A god-game on a smaller scale

Sun Shard: Hand Tracking Demo – Might of the Gods


Gamers familiar with the Black & White series will know that god games can be incredibly rewarding to play. While Sun Shard doesn’t encompass all the qualities of a full-fledged god game, it does put you in the shoes of a rather large deity who’s goal is to defend a totem against an invading hoard. Grab, smack, pummel, and shoot magic at your enemies as they head wave-after-wave into your sanctuary and try to dismantle the totem that gives you power.

Free at SideQuest

Rock, Paper, Scissors

RPS Championship


It’s rock, paper, scissors in VR. There’s little in the way of extras here, and, at the present moment, you can only play against a computer-controlled opponent. It looks like the developer will be adding several new features and a possible multiplayer mode but, until then, it’s a fun distraction for a few minutes.

Free at SideQuest

An aptly-named experience

Hand tracking demos


While the title is a bit ambiguous, it perfectly describes the experience you’ll find inside. The developer took the Oculus trains demo and added hand-tracking to it, including some neat modifications that’ll make you feel like you’re 6 years old and playing with trains again. The developer has taken to Reddit and unveiled plans to continually update this app with additional demos, including concepts like Rocket Punches, Rubber Stretchy Arms, Finger Guns, and Hand grenades.

Free at SideQuest

Hand-tracking 101

Hand-tracking is still early for the Oculus Quest, but that doesn’t mean you can’t enjoy it with any of these fantastic games. While there’s something for just about everyone here, there’s also something well worth noting: all of these titles are in early development and likely will look and behave very differently (read: better) in the months to come. The nice part is that they’re all free, so you won’t have to worry about wasting your money on an experience you may not fully enjoy.
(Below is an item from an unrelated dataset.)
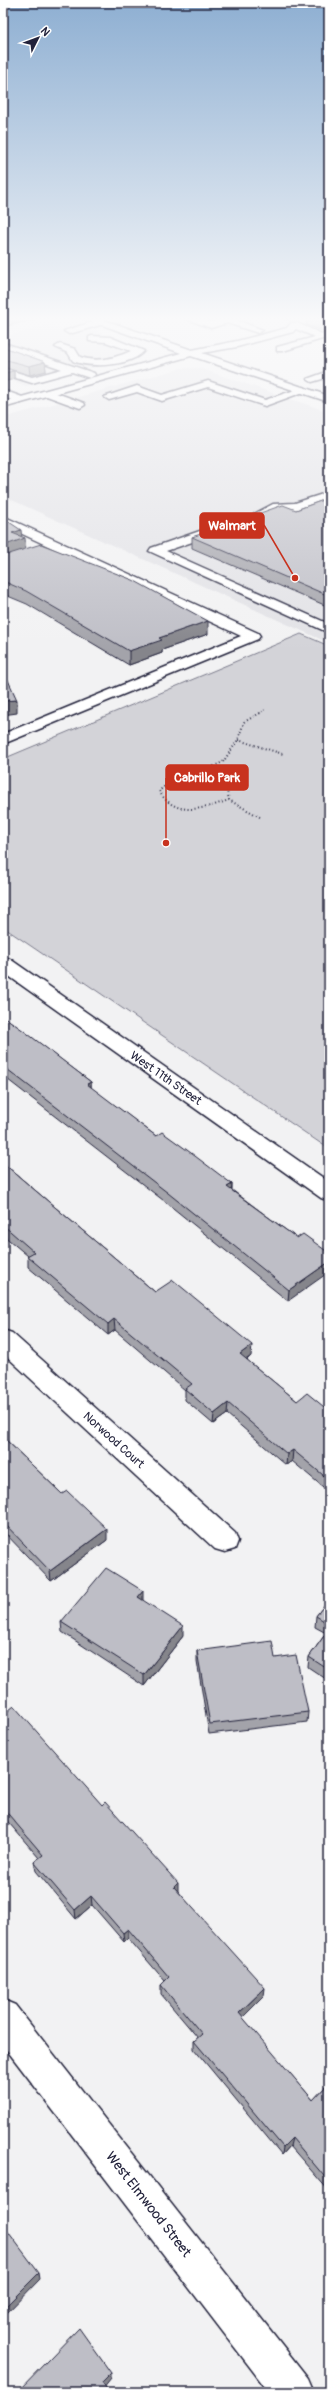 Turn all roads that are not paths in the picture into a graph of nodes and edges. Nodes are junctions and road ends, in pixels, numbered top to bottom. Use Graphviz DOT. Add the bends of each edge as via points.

Hand Physics Lab is probably the single most impressive demonstration of how good hand-tracking can be, but other experiences like Tea for God, Interdimensional Matter, and Cubism are a bit more along the lines of an actual game. These titles will give you a few good hours of fun between them, and they won’t cost you anything more than your time. Setting up SideQuest is a breeze, and once you have it down, you can enjoy all sorts of titles and mods for your existing games that wouldn’t otherwise see the light of day on the Oculus Store.

Oculus was quick to roll out automatic hand-tracking to the Quest after just a month of testing, and we expect significant improvements to hand-tracking just as we saw significant improvements to controller tracking just a few months after the release of the Oculus Quest. That being said, expect a few bugs but go into the experience expecting to have fun. After all, that is the entire point of gaming, and the realism of VR only makes that fun more palpable.